Apographa epistolarum – Die Kategorisierung der Tegernseer Handschrift Clm 19697 verweist knapp auf den Inhalt des spätmittelalterlichen Codex, der zu großen Teilen aus Briefabschriften des 15. Jahrhunderts besteht. Die vorliegende Untersuchung bietet eine Regesten-Edition dieser Briefsammlung sowie eine kodikologische und inhaltliche Untersuchung der gesamten Handschrift. Bei den Fragen nach der Konzeption und Rezeption des Codex im 15. Jahrhunderts liefert ein Vergleich mit anderen Briefsammlungen wichtige Erkenntnisse. Die Betrachtung richtet sich nicht nur auf spätmittelalterliche Handschriften, sondern bezieht unter anderem die berühmte Tegernseer Briefsammlung des 12. Jahrhunderts mit ein.
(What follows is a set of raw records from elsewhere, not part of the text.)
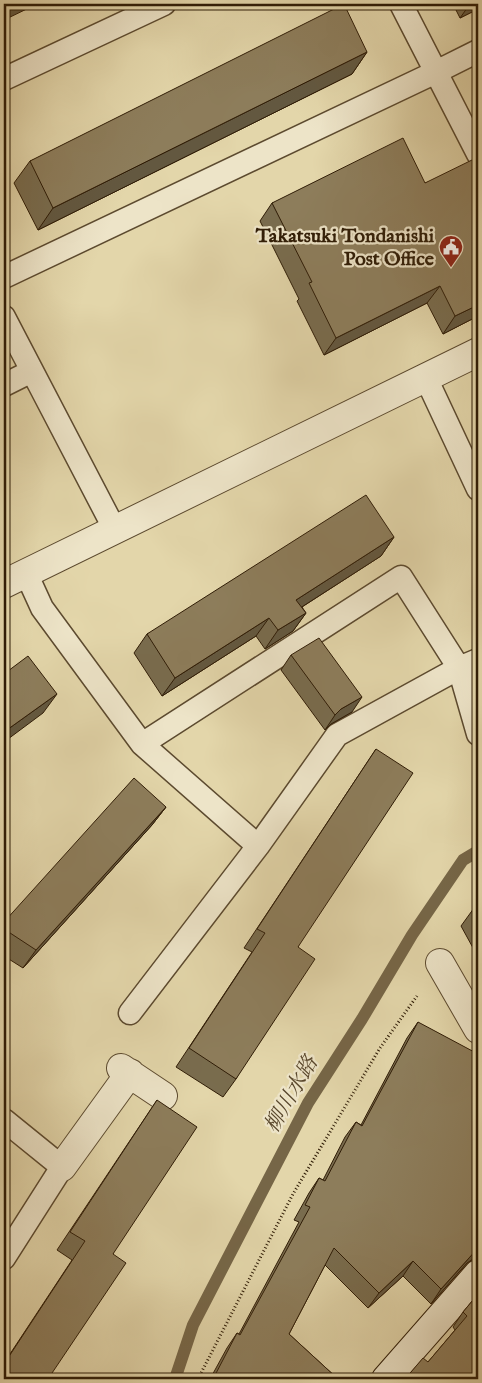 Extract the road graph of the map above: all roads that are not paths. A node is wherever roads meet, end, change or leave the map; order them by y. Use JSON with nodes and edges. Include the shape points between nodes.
{"nodes":[{"id":1,"x":164,"y":4,"type":"edge"},
{"id":2,"x":401,"y":4,"type":"edge"},
{"id":3,"x":478,"y":51,"type":"edge"},
{"id":4,"x":436,"y":72,"type":"junction"},
{"id":5,"x":4,"y":79,"type":"edge"},
{"id":6,"x":478,"y":154,"type":"edge"},
{"id":7,"x":4,"y":277,"type":"edge"},
{"id":8,"x":4,"y":317,"type":"edge"},
{"id":9,"x":478,"y":352,"type":"edge"},
{"id":10,"x":32,"y":371,"type":"junction"},
{"id":11,"x":426,"y":378,"type":"junction"},
{"id":12,"x":4,"y":385,"type":"edge"},
{"id":13,"x":478,"y":490,"type":"edge"},
{"id":14,"x":115,"y":530,"type":"junction"},
{"id":15,"x":15,"y":579,"type":"edge"},
{"id":16,"x":469,"y":664,"type":"edge"},
{"id":17,"x":478,"y":734,"type":"edge"},
{"id":18,"x":142,"y":744,"type":"junction"},
{"id":19,"x":258,"y":846,"type":"junction"},
{"id":20,"x":440,"y":964,"type":"road end"},
{"id":21,"x":130,"y":1013,"type":"dead end"},
{"id":22,"x":478,"y":1029,"type":"edge"},
{"id":23,"x":163,"y":1096,"type":"dead end"},
{"id":24,"x":4,"y":1120,"type":"edge"},
{"id":25,"x":62,"y":1167,"type":"junction"},
{"id":26,"x":4,"y":1258,"type":"edge"},
{"id":27,"x":478,"y":1274,"type":"edge"},
{"id":28,"x":386,"y":1379,"type":"edge"}],
"edges":[{"from":1,"to":5,"type":"lane"},
{"from":2,"to":4,"type":"lane"},
{"from":3,"to":4,"type":"lane"},
{"from":4,"to":6,"type":"lane"},
{"from":4,"to":7,"type":"lane"},
{"from":8,"to":10,"type":"lane"},
{"from":9,"to":11,"type":"street"},
{"from":10,"to":12,"type":"lane"},
{"from":10,"to":14,"type":"lane"},
{"from":11,"to":13,"type":"lane"},
{"from":11,"to":14,"type":"street"},
{"from":14,"to":15,"type":"street"},
{"from":15,"to":18,"type":"lane","via":[[42,608]]},
{"from":16,"to":17,"type":"lane"},
{"from":16,"to":18,"type":"lane","via":[[401,577]]},
{"from":16,"to":19,"type":"lane","via":[[337,735]]},
{"from":18,"to":19,"type":"lane"},
{"from":19,"to":21,"type":"lane"},
{"from":20,"to":22,"type":"street"},
{"from":23,"to":25,"type":"street","via":[[126,1071]]},
{"from":24,"to":25,"type":"lane"},
{"from":25,"to":26,"type":"lane"},
{"from":27,"to":28,"type":"street"}]}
Eine besondere Rolle spielen dabei die artes dictaminis und das Verhältnis von echten und fiktionalen Briefen. Anhand von ausgewählten Themenkomplexen werden die Briefe außerdem inhaltlich ausgewertet und in ihrem historischen Entstehungszusammenhang verortet. Dadurch kann das Bild, das in der Forschung über die Rolle des Klosters Tegernsee bei der Verbreitung der Melker Reform gezeichnet wurde, konkretisiert werden. Abschließend wird die Briefsammlung mit den großen Reformbewegungen des 15. Jahrhunderts in Bezug gesetzt. Ausgehend von einzelnen Tegernseer Briefen zeigt sich letztlich, dass sich sowohl einzelne Briefe und Personen als auch der Codex im Ganzen einer eindeutigen Zuordnung zu Begriffen wie „Humanismus“, „Devotio moderna“ oder „Klosterhumanismus“ verweigern und dass eine solche Kategorisierung der Vielschichtigkeit der geistigen Kultur des 15. Jahrhunderts nicht gerecht wird.
Über den Autor
Teresa Agethen studierte von 2007 bis 2012 Klassische Philologie und Germanistik und schloss ihr Studium an der Ludwig-Maximilians-Universität in München mit dem ersten Staatsexamen ab. Anschließend arbeitete sie als wissenschaftliche Mitarbeiterin im DFG-Langfristprojekt „Diskurs und Gemeinschaft. Die Schriften Bernhards von Waging im Kontext der spätmittelalterlichen Reformprozesse“. Dort war sie in erster Linie für die Edition der Briefe Bernhards von Waging zuständig, beschäftigte sich darüber hinaus jedoch auch mit den Fragen zur Umsetzung digitaler Editionen. So zählen zu ihren Forschungsschwerpunkten neben der Überlieferungssituation spätmittelalterlicher Briefsammlungen auch die verschiedenen Reformdiskurse des 15. Jahrhunderts sowie die Digital Humanities mit dem Fokus auf der Editionsphilologie.